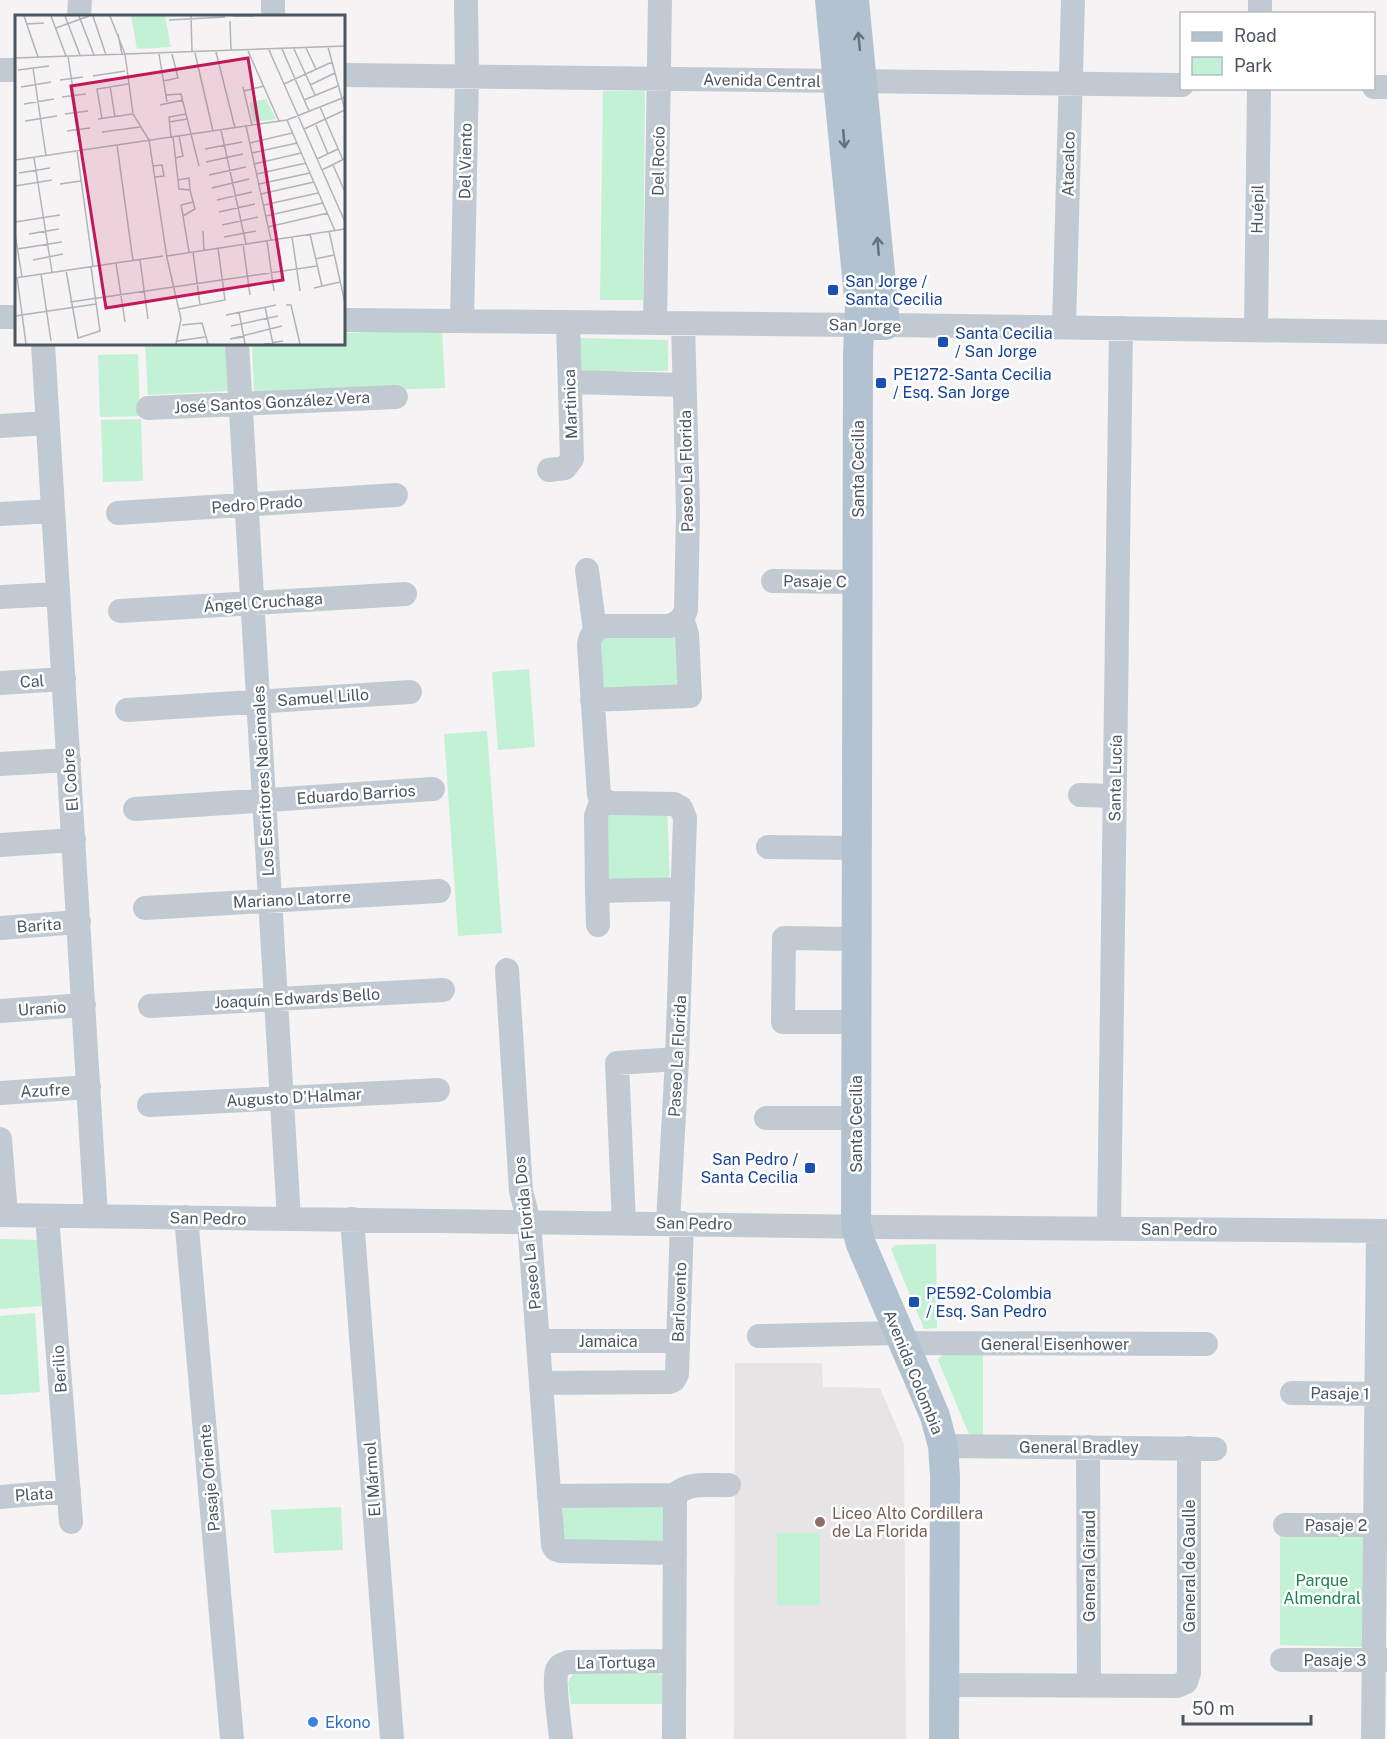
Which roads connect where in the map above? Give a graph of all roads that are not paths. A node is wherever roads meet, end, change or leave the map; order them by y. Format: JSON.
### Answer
{"nodes":[{"id":1,"x":80,"y":0,"type":"edge"},
{"id":2,"x":466,"y":0,"type":"edge"},
{"id":3,"x":660,"y":0,"type":"edge"},
{"id":4,"x":830,"y":0,"type":"edge"},
{"id":5,"x":854,"y":0,"type":"edge"},
{"id":6,"x":1073,"y":0,"type":"edge"},
{"id":7,"x":79,"y":15,"type":"edge"},
{"id":8,"x":345,"y":75,"type":"edge"},
{"id":9,"x":466,"y":76,"type":"junction"},
{"id":10,"x":659,"y":79,"type":"junction"},
{"id":11,"x":850,"y":81,"type":"junction"},
{"id":12,"x":1069,"y":83,"type":"junction"},
{"id":13,"x":1180,"y":85,"type":"edge"},
{"id":14,"x":1259,"y":90,"type":"edge"},
{"id":15,"x":345,"y":320,"type":"edge"},
{"id":16,"x":462,"y":321,"type":"junction"},
{"id":17,"x":568,"y":322,"type":"junction"},
{"id":18,"x":655,"y":323,"type":"junction"},
{"id":19,"x":683,"y":323,"type":"junction"},
{"id":20,"x":872,"y":325,"type":"junction"},
{"id":21,"x":1064,"y":327,"type":"junction"},
{"id":22,"x":1121,"y":328,"type":"junction"},
{"id":23,"x":1256,"y":330,"type":"junction"},
{"id":24,"x":1387,"y":332,"type":"edge"},
{"id":25,"x":43,"y":345,"type":"edge"},
{"id":26,"x":237,"y":345,"type":"edge"},
{"id":27,"x":570,"y":382,"type":"junction"},
{"id":28,"x":684,"y":385,"type":"junction"},
{"id":29,"x":396,"y":397,"type":"dead end"},
{"id":30,"x":241,"y":403,"type":"junction"},
{"id":31,"x":148,"y":408,"type":"dead end"},
{"id":32,"x":48,"y":423,"type":"junction"},
{"id":33,"x":0,"y":426,"type":"edge"},
{"id":34,"x":549,"y":470,"type":"dead end"},
{"id":35,"x":396,"y":495,"type":"dead end"},
{"id":36,"x":247,"y":504,"type":"junction"},
{"id":37,"x":54,"y":511,"type":"junction"},
{"id":38,"x":118,"y":513,"type":"dead end"},
{"id":39,"x":0,"y":514,"type":"edge"},
{"id":40,"x":587,"y":570,"type":"dead end"},
{"id":41,"x":773,"y":581,"type":"dead end"},
{"id":42,"x":858,"y":582,"type":"junction"},
{"id":43,"x":58,"y":594,"type":"junction"},
{"id":44,"x":405,"y":594,"type":"dead end"},
{"id":45,"x":0,"y":597,"type":"edge"},
{"id":46,"x":253,"y":603,"type":"junction"},
{"id":47,"x":120,"y":611,"type":"dead end"},
{"id":48,"x":682,"y":618,"type":"junction"},
{"id":49,"x":595,"y":631,"type":"junction"},
{"id":50,"x":64,"y":679,"type":"junction"},
{"id":51,"x":0,"y":683,"type":"edge"},
{"id":52,"x":410,"y":692,"type":"dead end"},
{"id":53,"x":592,"y":700,"type":"junction"},
{"id":54,"x":259,"y":702,"type":"junction"},
{"id":55,"x":128,"y":710,"type":"dead end"},
{"id":56,"x":69,"y":760,"type":"junction"},
{"id":57,"x":0,"y":764,"type":"edge"},
{"id":58,"x":433,"y":789,"type":"dead end"},
{"id":59,"x":1080,"y":795,"type":"dead end"},
{"id":60,"x":1115,"y":796,"type":"junction"},
{"id":61,"x":602,"y":799,"type":"junction"},
{"id":62,"x":264,"y":800,"type":"junction"},
{"id":63,"x":135,"y":808,"type":"dead end"},
{"id":64,"x":74,"y":840,"type":"junction"},
{"id":65,"x":0,"y":845,"type":"edge"},
{"id":66,"x":768,"y":847,"type":"dead end"},
{"id":67,"x":857,"y":848,"type":"junction"},
{"id":68,"x":683,"y":889,"type":"junction"},
{"id":69,"x":439,"y":891,"type":"dead end"},
{"id":70,"x":597,"y":891,"type":"junction"},
{"id":71,"x":270,"y":901,"type":"junction"},
{"id":72,"x":145,"y":908,"type":"dead end"},
{"id":73,"x":79,"y":922,"type":"junction"},
{"id":74,"x":598,"y":926,"type":"dead end"},
{"id":75,"x":0,"y":928,"type":"edge"},
{"id":76,"x":856,"y":939,"type":"junction"},
{"id":77,"x":507,"y":970,"type":"dead end"},
{"id":78,"x":443,"y":990,"type":"dead end"},
{"id":79,"x":276,"y":999,"type":"junction"},
{"id":80,"x":84,"y":1005,"type":"junction"},
{"id":81,"x":150,"y":1006,"type":"dead end"},
{"id":82,"x":0,"y":1011,"type":"edge"},
{"id":83,"x":856,"y":1022,"type":"junction"},
{"id":84,"x":677,"y":1059,"type":"junction"},
{"id":85,"x":89,"y":1087,"type":"junction"},
{"id":86,"x":438,"y":1090,"type":"dead end"},
{"id":87,"x":0,"y":1093,"type":"edge"},
{"id":88,"x":282,"y":1098,"type":"junction"},
{"id":89,"x":149,"y":1105,"type":"dead end"},
{"id":90,"x":766,"y":1118,"type":"dead end"},
{"id":91,"x":856,"y":1118,"type":"junction"},
{"id":92,"x":0,"y":1139,"type":"edge"},
{"id":93,"x":3,"y":1215,"type":"edge"},
{"id":94,"x":47,"y":1216,"type":"junction"},
{"id":95,"x":96,"y":1216,"type":"junction"},
{"id":96,"x":186,"y":1217,"type":"junction"},
{"id":97,"x":290,"y":1219,"type":"junction"},
{"id":98,"x":352,"y":1219,"type":"junction"},
{"id":99,"x":529,"y":1222,"type":"junction"},
{"id":100,"x":624,"y":1222,"type":"junction"},
{"id":101,"x":675,"y":1223,"type":"junction"},
{"id":102,"x":856,"y":1226,"type":"junction"},
{"id":103,"x":1109,"y":1228,"type":"junction"},
{"id":104,"x":1382,"y":1231,"type":"edge"},
{"id":105,"x":759,"y":1336,"type":"dead end"},
{"id":106,"x":901,"y":1338,"type":"junction"},
{"id":107,"x":538,"y":1341,"type":"junction"},
{"id":108,"x":678,"y":1341,"type":"junction"},
{"id":109,"x":1206,"y":1344,"type":"dead end"},
{"id":110,"x":541,"y":1383,"type":"junction"},
{"id":111,"x":1292,"y":1393,"type":"dead end"},
{"id":112,"x":1382,"y":1394,"type":"edge"},
{"id":113,"x":943,"y":1446,"type":"junction"},
{"id":114,"x":1088,"y":1447,"type":"junction"},
{"id":115,"x":1189,"y":1448,"type":"junction"},
{"id":116,"x":1215,"y":1449,"type":"dead end"},
{"id":117,"x":729,"y":1485,"type":"dead end"},
{"id":118,"x":69,"y":1491,"type":"junction"},
{"id":119,"x":675,"y":1495,"type":"junction"},
{"id":120,"x":549,"y":1496,"type":"junction"},
{"id":121,"x":0,"y":1497,"type":"edge"},
{"id":122,"x":71,"y":1522,"type":"dead end"},
{"id":123,"x":1285,"y":1525,"type":"dead end"},
{"id":124,"x":1381,"y":1525,"type":"edge"},
{"id":125,"x":675,"y":1553,"type":"junction"},
{"id":126,"x":1282,"y":1660,"type":"dead end"},
{"id":127,"x":1380,"y":1660,"type":"edge"},
{"id":128,"x":674,"y":1661,"type":"junction"},
{"id":129,"x":944,"y":1685,"type":"junction"},
{"id":130,"x":1089,"y":1686,"type":"junction"},
{"id":131,"x":232,"y":1739,"type":"edge"},
{"id":132,"x":392,"y":1739,"type":"edge"},
{"id":133,"x":561,"y":1739,"type":"edge"},
{"id":134,"x":674,"y":1739,"type":"edge"},
{"id":135,"x":944,"y":1739,"type":"edge"},
{"id":136,"x":1373,"y":1739,"type":"edge"}],
"edges":[{"from":1,"to":7,"type":"street"},
{"from":2,"to":9,"type":"street","name":"Del Viento"},
{"from":3,"to":10,"type":"street","name":"Del Rocío"},
{"from":4,"to":11,"type":"main road","name":"Santa Cecilia"},
{"from":11,"to":5,"type":"main road","name":"Santa Cecilia","one_way":true},
{"from":6,"to":12,"type":"street","name":"Atacalco"},
{"from":8,"to":9,"type":"street","name":"Avenida Central"},
{"from":9,"to":10,"type":"street","name":"Avenida Central"},
{"from":9,"to":16,"type":"street","name":"Del Viento"},
{"from":10,"to":11,"type":"street","name":"Avenida Central"},
{"from":10,"to":18,"type":"street","name":"Del Rocío"},
{"from":11,"to":12,"type":"street","name":"Avenida Central"},
{"from":11,"to":20,"type":"main road","name":"Santa Cecilia"},
{"from":12,"to":13,"type":"street","name":"Avenida Central"},
{"from":12,"to":21,"type":"street","name":"Atacalco"},
{"from":14,"to":23,"type":"street","name":"Huépil"},
{"from":15,"to":16,"type":"street","name":"San Jorge"},
{"from":16,"to":17,"type":"street","name":"San Jorge"},
{"from":17,"to":18,"type":"street","name":"San Jorge"},
{"from":17,"to":27,"type":"street","name":"Martinica"},
{"from":18,"to":19,"type":"street","name":"San Jorge"},
{"from":19,"to":20,"type":"street","name":"San Jorge"},
{"from":19,"to":28,"type":"street","name":"Paseo La Florida"},
{"from":20,"to":21,"type":"street","name":"San Jorge"},
{"from":20,"to":42,"type":"main road","name":"Santa Cecilia"},
{"from":21,"to":22,"type":"street","name":"San Jorge"},
{"from":22,"to":23,"type":"street","name":"San Jorge"},
{"from":22,"to":60,"type":"street","name":"Santa Lucía"},
{"from":23,"to":24,"type":"street","name":"San Jorge"},
{"from":25,"to":32,"type":"street","name":"El Cobre"},
{"from":26,"to":30,"type":"street","name":"Los Escritores Nacionales"},
{"from":27,"to":28,"type":"street"},
{"from":27,"to":34,"type":"street","name":"Martinica"},
{"from":28,"to":48,"type":"street","name":"Paseo La Florida"},
{"from":29,"to":30,"type":"street","name":"José Santos González Vera"},
{"from":30,"to":31,"type":"street","name":"José Santos González Vera"},
{"from":30,"to":36,"type":"street","name":"Los Escritores Nacionales"},
{"from":32,"to":33,"type":"street"},
{"from":32,"to":37,"type":"street","name":"El Cobre"},
{"from":35,"to":36,"type":"street","name":"Pedro Prado"},
{"from":36,"to":38,"type":"street","name":"Pedro Prado"},
{"from":36,"to":46,"type":"street","name":"Los Escritores Nacionales"},
{"from":37,"to":39,"type":"street"},
{"from":37,"to":43,"type":"street","name":"El Cobre"},
{"from":40,"to":49,"type":"street"},
{"from":41,"to":42,"type":"street","name":"Pasaje C"},
{"from":42,"to":67,"type":"main road","name":"Santa Cecilia"},
{"from":43,"to":45,"type":"street"},
{"from":43,"to":50,"type":"street","name":"El Cobre"},
{"from":44,"to":46,"type":"street","name":"Ángel Cruchaga"},
{"from":46,"to":47,"type":"street","name":"Ángel Cruchaga"},
{"from":46,"to":54,"type":"street","name":"Los Escritores Nacionales"},
{"from":48,"to":49,"type":"street"},
{"from":48,"to":53,"type":"street","name":"Paseo La Florida"},
{"from":49,"to":53,"type":"street"},
{"from":50,"to":51,"type":"street","name":"Cal"},
{"from":50,"to":56,"type":"street","name":"El Cobre"},
{"from":52,"to":54,"type":"street","name":"Samuel Lillo"},
{"from":53,"to":61,"type":"street"},
{"from":54,"to":55,"type":"street","name":"Samuel Lillo"},
{"from":54,"to":62,"type":"street","name":"Los Escritores Nacionales"},
{"from":56,"to":57,"type":"street"},
{"from":56,"to":64,"type":"street","name":"El Cobre"},
{"from":58,"to":62,"type":"street","name":"Eduardo Barrios"},
{"from":59,"to":60,"type":"street"},
{"from":60,"to":103,"type":"street","name":"Santa Lucía"},
{"from":61,"to":68,"type":"street","name":"Paseo La Florida"},
{"from":61,"to":70,"type":"street"},
{"from":62,"to":63,"type":"street","name":"Eduardo Barrios"},
{"from":62,"to":71,"type":"street","name":"Los Escritores Nacionales"},
{"from":64,"to":65,"type":"street"},
{"from":64,"to":73,"type":"street","name":"El Cobre"},
{"from":66,"to":67,"type":"street"},
{"from":67,"to":76,"type":"main road","name":"Santa Cecilia"},
{"from":68,"to":70,"type":"street"},
{"from":68,"to":84,"type":"street","name":"Paseo La Florida"},
{"from":69,"to":71,"type":"street","name":"Mariano Latorre"},
{"from":70,"to":74,"type":"street"},
{"from":71,"to":72,"type":"street","name":"Mariano Latorre"},
{"from":71,"to":79,"type":"street","name":"Los Escritores Nacionales"},
{"from":73,"to":75,"type":"street","name":"Barita"},
{"from":73,"to":80,"type":"street","name":"El Cobre"},
{"from":76,"to":83,"type":"main road","name":"Santa Cecilia"},
{"from":76,"to":83,"type":"street"},
{"from":77,"to":99,"type":"street","name":"Paseo La Florida Dos"},
{"from":78,"to":79,"type":"street","name":"Joaquín Edwards Bello"},
{"from":79,"to":81,"type":"street","name":"Joaquín Edwards Bello"},
{"from":79,"to":88,"type":"street","name":"Los Escritores Nacionales"},
{"from":80,"to":82,"type":"street","name":"Uranio"},
{"from":80,"to":85,"type":"street","name":"El Cobre"},
{"from":83,"to":91,"type":"main road","name":"Santa Cecilia"},
{"from":84,"to":100,"type":"street"},
{"from":84,"to":101,"type":"street","name":"Paseo La Florida"},
{"from":85,"to":87,"type":"street","name":"Azufre"},
{"from":85,"to":95,"type":"street","name":"El Cobre"},
{"from":86,"to":88,"type":"street","name":"Augusto D'Halmar"},
{"from":88,"to":89,"type":"street","name":"Augusto D'Halmar"},
{"from":88,"to":97,"type":"street","name":"Los Escritores Nacionales"},
{"from":90,"to":91,"type":"street"},
{"from":91,"to":102,"type":"main road","name":"Santa Cecilia"},
{"from":92,"to":93,"type":"street"},
{"from":93,"to":94,"type":"street","name":"San Pedro"},
{"from":94,"to":95,"type":"street","name":"San Pedro"},
{"from":94,"to":118,"type":"street","name":"Berilio"},
{"from":95,"to":96,"type":"street","name":"San Pedro"},
{"from":96,"to":97,"type":"street","name":"San Pedro"},
{"from":96,"to":131,"type":"street","name":"Pasaje Oriente"},
{"from":97,"to":98,"type":"street","name":"San Pedro"},
{"from":98,"to":99,"type":"street","name":"San Pedro"},
{"from":98,"to":132,"type":"street","name":"El Mármol"},
{"from":99,"to":100,"type":"street","name":"San Pedro"},
{"from":99,"to":107,"type":"street","name":"Paseo La Florida Dos"},
{"from":100,"to":101,"type":"street","name":"San Pedro"},
{"from":101,"to":102,"type":"street","name":"San Pedro"},
{"from":101,"to":108,"type":"street","name":"Barlovento"},
{"from":102,"to":103,"type":"street","name":"San Pedro"},
{"from":102,"to":106,"type":"main road","name":"Avenida Colombia"},
{"from":103,"to":104,"type":"street","name":"San Pedro"},
{"from":104,"to":112,"type":"street"},
{"from":105,"to":106,"type":"street","name":"General Eisenhower"},
{"from":106,"to":109,"type":"street","name":"General Eisenhower"},
{"from":106,"to":113,"type":"main road","name":"Avenida Colombia"},
{"from":107,"to":108,"type":"street","name":"Jamaica"},
{"from":107,"to":110,"type":"street","name":"Paseo La Florida Dos"},
{"from":108,"to":110,"type":"street","name":"Barlovento"},
{"from":110,"to":120,"type":"street","name":"Paseo La Florida Dos"},
{"from":111,"to":112,"type":"street","name":"Pasaje 1"},
{"from":112,"to":124,"type":"street"},
{"from":113,"to":114,"type":"street","name":"General Bradley"},
{"from":113,"to":129,"type":"main road","name":"Avenida Colombia"},
{"from":114,"to":115,"type":"street","name":"General Bradley"},
{"from":114,"to":130,"type":"street","name":"General Giraud"},
{"from":115,"to":116,"type":"street","name":"General Bradley"},
{"from":115,"to":130,"type":"street","name":"General de Gaulle"},
{"from":117,"to":119,"type":"street"},
{"from":118,"to":121,"type":"street","name":"Plata"},
{"from":118,"to":122,"type":"street","name":"Berilio"},
{"from":119,"to":120,"type":"street"},
{"from":119,"to":125,"type":"street"},
{"from":120,"to":125,"type":"street","name":"Paseo La Florida Dos"},
{"from":123,"to":124,"type":"street","name":"Pasaje 2"},
{"from":124,"to":127,"type":"street"},
{"from":125,"to":128,"type":"street"},
{"from":126,"to":127,"type":"street","name":"Pasaje 3"},
{"from":127,"to":136,"type":"street"},
{"from":128,"to":133,"type":"street","name":"La Tortuga"},
{"from":128,"to":134,"type":"street"},
{"from":129,"to":130,"type":"street"},
{"from":129,"to":135,"type":"main road","name":"Avenida Colombia"}]}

◆ **Problem to work on**:
Locate the word "Eisenhower" in the records and collect each line it appears in.

◆ **Answer to this task**:
{"from":105,"to":106,"type":"street","name":"General Eisenhower"},
{"from":106,"to":109,"type":"street","name":"General Eisenhower"},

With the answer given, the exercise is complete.